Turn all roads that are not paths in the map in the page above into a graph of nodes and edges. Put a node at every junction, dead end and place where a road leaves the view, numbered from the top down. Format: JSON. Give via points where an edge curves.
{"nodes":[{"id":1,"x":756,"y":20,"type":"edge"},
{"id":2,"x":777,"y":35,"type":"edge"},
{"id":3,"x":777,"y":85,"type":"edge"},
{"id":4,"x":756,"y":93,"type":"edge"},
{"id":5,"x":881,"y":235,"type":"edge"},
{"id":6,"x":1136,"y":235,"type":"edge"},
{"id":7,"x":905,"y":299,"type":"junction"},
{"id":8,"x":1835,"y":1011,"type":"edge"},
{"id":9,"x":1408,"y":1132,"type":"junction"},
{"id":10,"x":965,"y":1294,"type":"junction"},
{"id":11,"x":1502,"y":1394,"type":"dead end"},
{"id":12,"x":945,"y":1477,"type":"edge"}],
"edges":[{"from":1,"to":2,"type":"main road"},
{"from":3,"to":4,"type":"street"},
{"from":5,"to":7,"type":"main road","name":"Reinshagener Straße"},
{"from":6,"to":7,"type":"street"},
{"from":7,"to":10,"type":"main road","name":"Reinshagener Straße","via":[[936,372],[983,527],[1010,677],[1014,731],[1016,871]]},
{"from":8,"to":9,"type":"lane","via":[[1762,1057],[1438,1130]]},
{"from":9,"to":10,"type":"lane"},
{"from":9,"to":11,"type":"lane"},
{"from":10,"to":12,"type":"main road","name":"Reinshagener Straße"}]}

● Instructions for the task: Would you write out all the records exactly as they read?

● Response:
Turn all roads that are not paths in the map in the page above into a graph of nodes and edges. Put a node at every junction, dead end and place where a road leaves the view, numbered from the top down. Format: JSON. Give via points where an edge curves.
{"nodes":[{"id":1,"x":756,"y":20,"type":"edge"},
{"id":2,"x":777,"y":35,"type":"edge"},
{"id":3,"x":777,"y":85,"type":"edge"},
{"id":4,"x":756,"y":93,"type":"edge"},
{"id":5,"x":881,"y":235,"type":"edge"},
{"id":6,"x":1136,"y":235,"type":"edge"},
{"id":7,"x":905,"y":299,"type":"junction"},
{"id":8,"x":1835,"y":1011,"type":"edge"},
{"id":9,"x":1408,"y":1132,"type":"junction"},
{"id":10,"x":965,"y":1294,"type":"junction"},
{"id":11,"x":1502,"y":1394,"type":"dead end"},
{"id":12,"x":945,"y":1477,"type":"edge"}],
"edges":[{"from":1,"to":2,"type":"main road"},
{"from":3,"to":4,"type":"street"},
{"from":5,"to":7,"type":"main road","name":"Reinshagener Straße"},
{"from":6,"to":7,"type":"street"},
{"from":7,"to":10,"type":"main road","name":"Reinshagener Straße","via":[[936,372],[983,527],[1010,677],[1014,731],[1016,871]]},
{"from":8,"to":9,"type":"lane","via":[[1762,1057],[1438,1130]]},
{"from":9,"to":10,"type":"lane"},
{"from":9,"to":11,"type":"lane"},
{"from":10,"to":12,"type":"main road","name":"Reinshagener Straße"}]}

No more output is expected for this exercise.